Extracted information
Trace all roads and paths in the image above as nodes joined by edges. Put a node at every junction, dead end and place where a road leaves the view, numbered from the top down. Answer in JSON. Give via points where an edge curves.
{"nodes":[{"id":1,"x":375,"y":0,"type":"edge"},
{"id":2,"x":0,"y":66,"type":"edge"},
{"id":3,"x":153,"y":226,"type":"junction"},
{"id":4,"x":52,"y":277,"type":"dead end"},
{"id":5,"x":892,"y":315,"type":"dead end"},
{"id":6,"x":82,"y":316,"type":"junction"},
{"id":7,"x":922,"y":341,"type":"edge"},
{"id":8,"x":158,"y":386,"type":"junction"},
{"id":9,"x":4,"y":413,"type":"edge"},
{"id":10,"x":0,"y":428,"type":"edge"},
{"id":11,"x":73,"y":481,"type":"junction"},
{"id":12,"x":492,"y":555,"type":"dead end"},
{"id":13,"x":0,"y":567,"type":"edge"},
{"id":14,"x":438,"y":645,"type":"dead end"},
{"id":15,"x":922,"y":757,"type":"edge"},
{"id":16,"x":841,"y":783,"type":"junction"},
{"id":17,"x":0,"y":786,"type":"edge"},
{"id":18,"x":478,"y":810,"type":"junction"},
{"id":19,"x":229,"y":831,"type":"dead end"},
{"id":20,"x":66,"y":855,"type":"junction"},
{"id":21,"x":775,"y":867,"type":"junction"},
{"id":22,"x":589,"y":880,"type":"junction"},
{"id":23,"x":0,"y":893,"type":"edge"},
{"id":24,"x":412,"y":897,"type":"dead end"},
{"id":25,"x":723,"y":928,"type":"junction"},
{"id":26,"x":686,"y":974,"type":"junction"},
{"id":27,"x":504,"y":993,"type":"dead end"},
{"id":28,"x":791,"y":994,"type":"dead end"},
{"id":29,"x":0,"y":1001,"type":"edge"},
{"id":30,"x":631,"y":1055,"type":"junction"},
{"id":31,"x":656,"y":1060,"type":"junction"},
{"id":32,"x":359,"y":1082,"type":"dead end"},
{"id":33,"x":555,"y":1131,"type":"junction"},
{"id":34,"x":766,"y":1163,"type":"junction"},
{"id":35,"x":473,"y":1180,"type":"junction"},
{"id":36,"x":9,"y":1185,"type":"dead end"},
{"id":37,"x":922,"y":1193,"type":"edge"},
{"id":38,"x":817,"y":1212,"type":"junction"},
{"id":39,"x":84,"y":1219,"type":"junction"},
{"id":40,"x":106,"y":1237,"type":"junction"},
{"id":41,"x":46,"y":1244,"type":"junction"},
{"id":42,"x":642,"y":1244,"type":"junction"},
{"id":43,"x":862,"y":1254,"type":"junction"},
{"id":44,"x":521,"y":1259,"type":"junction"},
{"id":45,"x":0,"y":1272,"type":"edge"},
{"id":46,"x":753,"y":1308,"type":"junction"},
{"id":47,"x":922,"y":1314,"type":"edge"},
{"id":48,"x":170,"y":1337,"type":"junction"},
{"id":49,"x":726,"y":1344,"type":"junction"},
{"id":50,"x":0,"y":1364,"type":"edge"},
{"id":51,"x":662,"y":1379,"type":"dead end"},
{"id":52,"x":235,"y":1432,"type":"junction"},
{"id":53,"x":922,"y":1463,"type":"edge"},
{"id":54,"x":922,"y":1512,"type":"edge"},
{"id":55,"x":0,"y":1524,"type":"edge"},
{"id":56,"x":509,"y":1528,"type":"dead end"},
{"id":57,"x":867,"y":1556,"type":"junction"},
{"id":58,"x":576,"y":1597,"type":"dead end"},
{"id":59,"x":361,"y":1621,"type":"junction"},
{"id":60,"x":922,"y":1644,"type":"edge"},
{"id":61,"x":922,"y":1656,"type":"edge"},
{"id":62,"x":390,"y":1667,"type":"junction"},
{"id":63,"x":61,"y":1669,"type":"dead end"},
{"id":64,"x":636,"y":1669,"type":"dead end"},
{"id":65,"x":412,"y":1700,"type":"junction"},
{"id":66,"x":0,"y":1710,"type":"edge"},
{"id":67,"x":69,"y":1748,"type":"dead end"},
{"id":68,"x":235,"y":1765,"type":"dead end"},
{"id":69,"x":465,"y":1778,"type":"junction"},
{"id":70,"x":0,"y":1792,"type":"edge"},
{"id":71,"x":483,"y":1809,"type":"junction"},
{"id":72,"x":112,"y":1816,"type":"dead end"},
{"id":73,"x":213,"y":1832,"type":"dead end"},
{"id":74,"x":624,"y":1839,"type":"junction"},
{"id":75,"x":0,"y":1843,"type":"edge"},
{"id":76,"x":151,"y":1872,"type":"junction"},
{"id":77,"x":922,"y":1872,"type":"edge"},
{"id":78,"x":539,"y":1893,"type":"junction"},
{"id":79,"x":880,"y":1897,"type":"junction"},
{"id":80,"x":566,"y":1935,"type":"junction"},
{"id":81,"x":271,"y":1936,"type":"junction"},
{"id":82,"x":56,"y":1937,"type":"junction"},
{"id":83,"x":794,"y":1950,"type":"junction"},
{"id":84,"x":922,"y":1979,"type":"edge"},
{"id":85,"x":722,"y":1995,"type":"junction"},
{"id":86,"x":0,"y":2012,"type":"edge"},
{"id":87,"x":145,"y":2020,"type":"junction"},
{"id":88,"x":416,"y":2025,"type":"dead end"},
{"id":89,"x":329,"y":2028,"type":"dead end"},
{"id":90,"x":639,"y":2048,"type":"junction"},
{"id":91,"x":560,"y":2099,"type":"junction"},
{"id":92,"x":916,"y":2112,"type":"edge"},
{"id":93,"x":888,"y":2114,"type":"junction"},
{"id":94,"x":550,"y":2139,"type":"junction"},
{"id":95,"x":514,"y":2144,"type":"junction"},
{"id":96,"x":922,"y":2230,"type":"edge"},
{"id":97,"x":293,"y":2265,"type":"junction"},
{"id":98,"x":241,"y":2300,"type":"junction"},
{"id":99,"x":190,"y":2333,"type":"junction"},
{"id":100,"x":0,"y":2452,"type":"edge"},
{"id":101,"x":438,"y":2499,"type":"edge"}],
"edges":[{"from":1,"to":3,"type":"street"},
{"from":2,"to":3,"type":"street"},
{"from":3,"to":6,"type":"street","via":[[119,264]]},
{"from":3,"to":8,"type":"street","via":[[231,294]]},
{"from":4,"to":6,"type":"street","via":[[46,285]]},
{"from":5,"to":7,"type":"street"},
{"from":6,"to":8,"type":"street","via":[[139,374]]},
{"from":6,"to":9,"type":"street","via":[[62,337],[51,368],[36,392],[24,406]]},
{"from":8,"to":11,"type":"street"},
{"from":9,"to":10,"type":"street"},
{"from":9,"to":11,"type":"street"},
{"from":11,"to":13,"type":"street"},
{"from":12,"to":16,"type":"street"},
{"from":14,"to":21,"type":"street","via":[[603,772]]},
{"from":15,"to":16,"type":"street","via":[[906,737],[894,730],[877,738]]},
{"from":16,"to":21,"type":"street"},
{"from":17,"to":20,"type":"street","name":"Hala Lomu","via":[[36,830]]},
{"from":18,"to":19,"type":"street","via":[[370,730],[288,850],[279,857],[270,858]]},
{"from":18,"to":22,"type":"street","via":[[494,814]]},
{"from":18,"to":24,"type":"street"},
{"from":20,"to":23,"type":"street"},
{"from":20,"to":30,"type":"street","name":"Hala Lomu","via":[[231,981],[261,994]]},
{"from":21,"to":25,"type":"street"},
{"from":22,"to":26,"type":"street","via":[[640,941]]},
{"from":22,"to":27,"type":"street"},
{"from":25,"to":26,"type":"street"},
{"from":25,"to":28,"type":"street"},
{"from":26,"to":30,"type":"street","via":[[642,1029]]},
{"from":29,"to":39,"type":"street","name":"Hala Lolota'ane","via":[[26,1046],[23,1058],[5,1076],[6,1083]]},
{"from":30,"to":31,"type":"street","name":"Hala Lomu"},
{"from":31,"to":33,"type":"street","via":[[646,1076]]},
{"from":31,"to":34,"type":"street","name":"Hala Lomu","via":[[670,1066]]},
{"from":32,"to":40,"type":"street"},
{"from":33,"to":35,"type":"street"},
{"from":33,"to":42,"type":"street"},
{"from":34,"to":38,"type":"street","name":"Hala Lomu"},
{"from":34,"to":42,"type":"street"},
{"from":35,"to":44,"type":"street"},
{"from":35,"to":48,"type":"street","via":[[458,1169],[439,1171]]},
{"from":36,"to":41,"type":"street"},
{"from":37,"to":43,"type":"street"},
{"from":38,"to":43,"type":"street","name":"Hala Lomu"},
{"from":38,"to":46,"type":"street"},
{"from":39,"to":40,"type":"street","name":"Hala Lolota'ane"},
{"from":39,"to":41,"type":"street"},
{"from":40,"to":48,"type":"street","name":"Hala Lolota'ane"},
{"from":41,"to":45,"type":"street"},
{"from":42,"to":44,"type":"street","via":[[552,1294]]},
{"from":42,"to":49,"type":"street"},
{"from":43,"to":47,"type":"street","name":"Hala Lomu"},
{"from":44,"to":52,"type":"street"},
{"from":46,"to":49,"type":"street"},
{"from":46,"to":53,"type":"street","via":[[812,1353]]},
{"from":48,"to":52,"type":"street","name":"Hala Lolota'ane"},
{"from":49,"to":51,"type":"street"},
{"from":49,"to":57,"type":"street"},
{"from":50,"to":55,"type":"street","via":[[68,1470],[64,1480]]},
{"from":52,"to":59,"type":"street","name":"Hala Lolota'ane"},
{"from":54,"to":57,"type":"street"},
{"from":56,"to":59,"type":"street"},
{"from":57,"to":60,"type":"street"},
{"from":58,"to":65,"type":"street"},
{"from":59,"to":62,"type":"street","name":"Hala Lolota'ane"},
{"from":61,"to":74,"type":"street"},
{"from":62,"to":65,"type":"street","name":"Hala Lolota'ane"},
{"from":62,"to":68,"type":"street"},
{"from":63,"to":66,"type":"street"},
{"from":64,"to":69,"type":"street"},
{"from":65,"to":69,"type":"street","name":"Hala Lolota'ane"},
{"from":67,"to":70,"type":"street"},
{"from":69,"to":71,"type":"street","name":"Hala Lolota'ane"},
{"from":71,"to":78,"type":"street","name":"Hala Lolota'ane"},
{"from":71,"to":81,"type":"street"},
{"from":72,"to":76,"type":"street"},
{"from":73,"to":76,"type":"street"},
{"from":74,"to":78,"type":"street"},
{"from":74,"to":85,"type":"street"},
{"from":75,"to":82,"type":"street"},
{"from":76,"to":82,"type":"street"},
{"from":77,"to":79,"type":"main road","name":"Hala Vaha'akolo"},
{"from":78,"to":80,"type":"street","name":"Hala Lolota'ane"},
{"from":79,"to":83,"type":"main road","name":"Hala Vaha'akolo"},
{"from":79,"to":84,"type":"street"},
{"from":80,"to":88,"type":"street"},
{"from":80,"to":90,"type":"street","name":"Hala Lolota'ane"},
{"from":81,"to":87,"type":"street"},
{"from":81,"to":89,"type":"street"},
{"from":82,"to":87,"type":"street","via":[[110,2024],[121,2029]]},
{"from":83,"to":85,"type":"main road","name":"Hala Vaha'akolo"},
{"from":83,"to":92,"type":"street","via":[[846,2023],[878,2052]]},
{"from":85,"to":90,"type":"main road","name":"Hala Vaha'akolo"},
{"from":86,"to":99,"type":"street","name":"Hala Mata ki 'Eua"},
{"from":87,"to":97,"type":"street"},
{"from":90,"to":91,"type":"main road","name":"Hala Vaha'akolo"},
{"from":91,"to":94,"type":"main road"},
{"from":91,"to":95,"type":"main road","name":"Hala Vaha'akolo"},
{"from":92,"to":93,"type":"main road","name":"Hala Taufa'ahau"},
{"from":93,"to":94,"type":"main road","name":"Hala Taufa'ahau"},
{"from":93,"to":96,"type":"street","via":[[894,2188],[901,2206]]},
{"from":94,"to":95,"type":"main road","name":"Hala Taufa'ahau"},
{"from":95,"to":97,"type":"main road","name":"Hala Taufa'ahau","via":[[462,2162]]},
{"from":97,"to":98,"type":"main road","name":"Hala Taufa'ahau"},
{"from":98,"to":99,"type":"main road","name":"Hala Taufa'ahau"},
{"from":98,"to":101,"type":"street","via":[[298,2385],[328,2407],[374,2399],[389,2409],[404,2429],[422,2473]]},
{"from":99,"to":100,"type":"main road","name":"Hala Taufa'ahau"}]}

What to do
Report the number of lines, in the entries above, that contain the word "edges", without any other text.

Solution for this problem
2